Reinventing Talent Management
上QQ阅读APP看书,第一时间看更新

PREFACE

The people who work for organizations are usually referred to as their employees or workers or maybe their human resources. Despite this, I prefer to use the word talent to refer to them. Why? Because I think it is a term that better captures who they are and how they should be managed. They are very valuable, often the most valuable assets of organizations. Because of what they can do, they determine how effective their organizations are. Increasingly, they are highly skilled and need to be managed in ways that utilize and develop their skills.

An organization’s talent is not just employees who are expected to do a job. Talent comprises individuals who differ in what they can do and can learn, and what they want to do. To be effective, organizations need to manage talent in ways that makes it a major contributor to their success. Doing this requires talent management systems and practices that are not common practice or best practice in today’s organizations.

Most organizations still use a job-based bureaucratic talent management approach that does not fit today’s world of work and workers and will not fit tomorrow’s. It is not enough to modify the old approach; a reinvention is needed. There is a considerable amount of research that shows what practices and programs will be effective in the new world of work and workers. It is thus possible to identify and specify the direction in which talent management practices should head and to describe in detail those that are being used by some organizations today.

This book identifies the major direction in which talent management needs to go and identifies specific programs and practices that will take it there. Consideration is given to the design and management of the key activities of an organization’s talent management systems: attracting, selecting, developing, rewarding, and appraising. The book provides principles and practices that will reinvent talent management so that it will be aligned with an organization’s strategy and become a key source of competitive advantage. It concludes with how organizations should be designed and led to effectively manage their talent management systems.

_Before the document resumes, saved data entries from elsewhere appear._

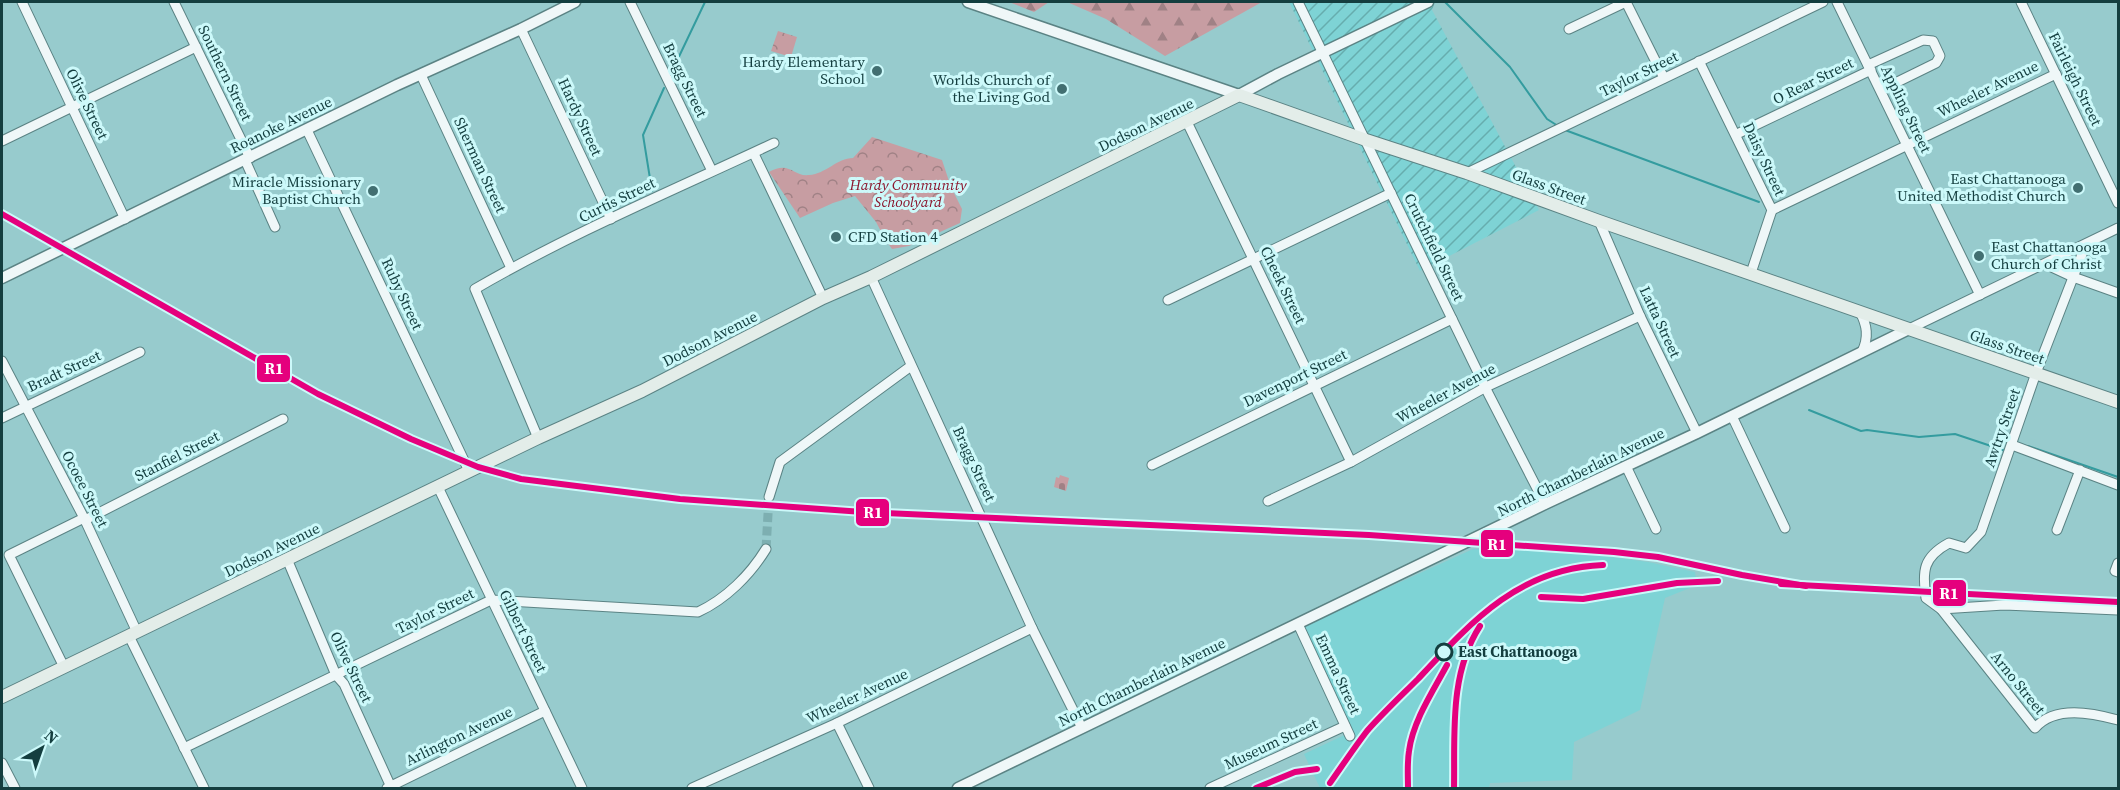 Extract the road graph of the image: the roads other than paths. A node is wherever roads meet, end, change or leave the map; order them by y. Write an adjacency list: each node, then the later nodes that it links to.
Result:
1 (22, 2): 23 (street, Olive Street)
2 (174, 2): 14 (street, Southern Street)
3 (575, 2): 12 (street, Roanoke Avenue)
4 (630, 2): 33 (street, Bragg Street)
5 (968, 2): 22 (street, Glass Street)
6 (1298, 2): 15 (street, Crutchfield Street)
7 (1428, 2): 15 (street, Dodson Avenue)
8 (1626, 2): 13 (street); 20 (street)
9 (1823, 2): 16 (street, Taylor Street)
10 (1838, 2): 17 (street, Appling Street)
11 (2021, 2): 18 (street, Fairleigh Street)
12 (521, 29): 19 (street, Roanoke Avenue); 39 (street, Hardy Street)
13 (1569, 29)
14 (196, 47): 23 (street); 32 (street, Southern Street)
15 (1323, 52): 22 (street, Dodson Avenue); 27 (street, Crutchfield Street)
16 (1699, 61): 20 (street, Taylor Street); 26 (street, Daisy Street)
17 (1869, 67): 21 (street, Appling Street); 21 (street, O Rear Street); 26 (street, O Rear Street)
18 (2056, 74): 30 (street, Wheeler Avenue); 36 (street, Fairleigh Street)
19 (421, 75): 25 (street, Roanoke Avenue); 46 (street, Sherman Street)
20 (1664, 78): 34 (street, Taylor Street)
21 (1881, 90): 30 (street, Appling Street)
22 (1239, 95): 24 (main road, Dodson Avenue); 27 (main road, Glass Street)
23 (72, 108): 28 (street); 38 (street, Olive Street)
24 (1187, 122): 44 (street, Cheek Street); 48 (main road, Dodson Avenue)
25 (307, 130): 32 (street, Roanoke Avenue); 78 (street, Ruby Street)
26 (1737, 134): 37 (street, Daisy Street)
27 (1365, 140): 34 (main road, Glass Street); 35 (street, Crutchfield Street)
28 (2, 141)
29 (774, 143): 31 (street, Curtis Street)
30 (1907, 145): 37 (street, Wheeler Avenue); 52 (street, Appling Street)
31 (754, 154): 33 (street, Curtis Street); 53 (street)
32 (247, 159): 38 (street, Roanoke Avenue); 41 (street, Southern Street)
33 (712, 171): 39 (street, Curtis Street)
34 (1467, 173): 40 (main road, Glass Street)
35 (1391, 193): 44 (street); 57 (street, Crutchfield Street)
36 (2118, 203)
37 (1772, 210): 47 (street, Daisy Street)
38 (125, 219): 50 (street, Roanoke Avenue)
39 (611, 219): 46 (street, Curtis Street)
40 (1599, 221): 47 (main road, Glass Street); 56 (street, Latta Street)
41 (275, 227)
42 (2118, 228): 43 (street, North Chamberlain Avenue)
43 (2086, 244): 45 (street, North Chamberlain Avenue); 49 (street, Awtry Street)
44 (1254, 259): 54 (street); 64 (street, Cheek Street)
45 (2045, 264): 49 (street); 52 (street, North Chamberlain Avenue)
46 (511, 268): 72 (street, Curtis Street)
47 (1751, 273): 55 (main road, Glass Street)
48 (871, 277): 53 (main road, Dodson Avenue); 62 (street, Bragg Street)
49 (2073, 277): 51 (street); 63 (street, Awtry Street)
50 (2, 278)
51 (2118, 293)
52 (1980, 295): 58 (street, North Chamberlain Avenue)
53 (823, 298): 72 (main road, Dodson Avenue)
54 (1168, 300)
55 (1860, 312): 58 (main road, Glass Street); 60 (street)
56 (1640, 316): 65 (street, Wheeler Avenue); 71 (street, Latta Street)
57 (1452, 319): 64 (street, Davenport Street); 65 (street, Crutchfield Street)
58 (1909, 329): 60 (street, North Chamberlain Avenue); 63 (main road, Glass Street)
59 (140, 352): 67 (street, Bradt Street)
60 (1862, 352): 68 (street, North Chamberlain Avenue)
61 (2, 361): 67 (street, Ocoee Street)
62 (911, 366): 81 (street); 95 (street, Bragg Street)
63 (2036, 373): 66 (main road, Glass Street); 73 (street, Awtry Street)
64 (1315, 385): 74 (street, Cheek Street); 75 (street, Davenport Street)
65 (1486, 387): 74 (street, Wheeler Avenue); 83 (street, Crutchfield Street)
66 (2118, 402)
67 (25, 406): 69 (street, Bradt Street); 84 (street, Ocoee Street)
68 (1732, 416): 71 (street, North Chamberlain Avenue); 85 (street)
69 (2, 418)
70 (283, 419): 84 (street, Stanfiel Street)
71 (1696, 433): 76 (street, North Chamberlain Avenue)
72 (538, 438): 78 (main road, Dodson Avenue)
73 (2012, 445): 77 (street); 90 (street, Awtry Street)
74 (1351, 462): 82 (street, Wheeler Avenue)
75 (1152, 465)
76 (1626, 465): 83 (street, North Chamberlain Avenue); 86 (street)
77 (2080, 470): 79 (street); 87 (street)
78 (469, 471): 80 (main road, Dodson Avenue)
79 (2118, 485)
80 (438, 487): 89 (main road, Dodson Avenue); 91 (street, Gilbert Street)
81 (769, 497)
82 (1268, 501)
83 (1545, 504): 94 (street, North Chamberlain Avenue)
84 (84, 519): 96 (street, Ocoee Street); 97 (street, Stanfiel Street)
85 (1785, 528)
86 (1656, 529)
87 (2057, 530)
88 (766, 549): 91 (street, Taylor Street)
89 (287, 559): 96 (main road, Dodson Avenue); 98 (street, Olive Street)
90 (1925, 589): 92 (street, Arno Street)
91 (491, 600): 98 (street, Taylor Street); 100 (street, Gilbert Street)
92 (1941, 609): 93 (street); 101 (street, Arno Street)
93 (2118, 610)
94 (1298, 624): 103 (street, Emma Street); 104 (street, North Chamberlain Avenue)
95 (1032, 628): 102 (street, Wheeler Avenue); 104 (street, Bragg Street)
96 (133, 634): 97 (main road, Dodson Avenue); 106 (street, Ocoee Street)
97 (64, 667): 99 (main road, Dodson Avenue)
98 (336, 675): 106 (street, Taylor Street); 108 (street, Olive Street)
99 (2, 697)
100 (545, 711): 108 (street, Arlington Avenue); 111 (street, Gilbert Street)
101 (2118, 720)
102 (837, 723): 112 (street, Wheeler Avenue); 113 (street)
103 (1345, 726): 105 (street, Emma Street); 115 (street, Museum Street)
104 (1082, 728): 114 (street, North Chamberlain Avenue)
105 (1350, 736)
106 (184, 748): 110 (street, Ocoee Street)
107 (2, 763): 109 (street)
108 (389, 788)
109 (15, 789)
110 (204, 789)
111 (582, 789)
112 (693, 789)
113 (869, 789)
114 (958, 789)
115 (1210, 789)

The audience for this book is anyone who is interested in the development and implementation of talent management strategies, principles, and practices that are effective in the new world of work, workers, and organizations. This includes executives and line managers in all functions who hire, develop, and supervise talent as well as human resource professionals in all types and sizes of organizations. Thought leaders at consulting firms and universities who are drivers of talent management principles and practices are an important audience, as are students of human resources, since they are the future of talent management.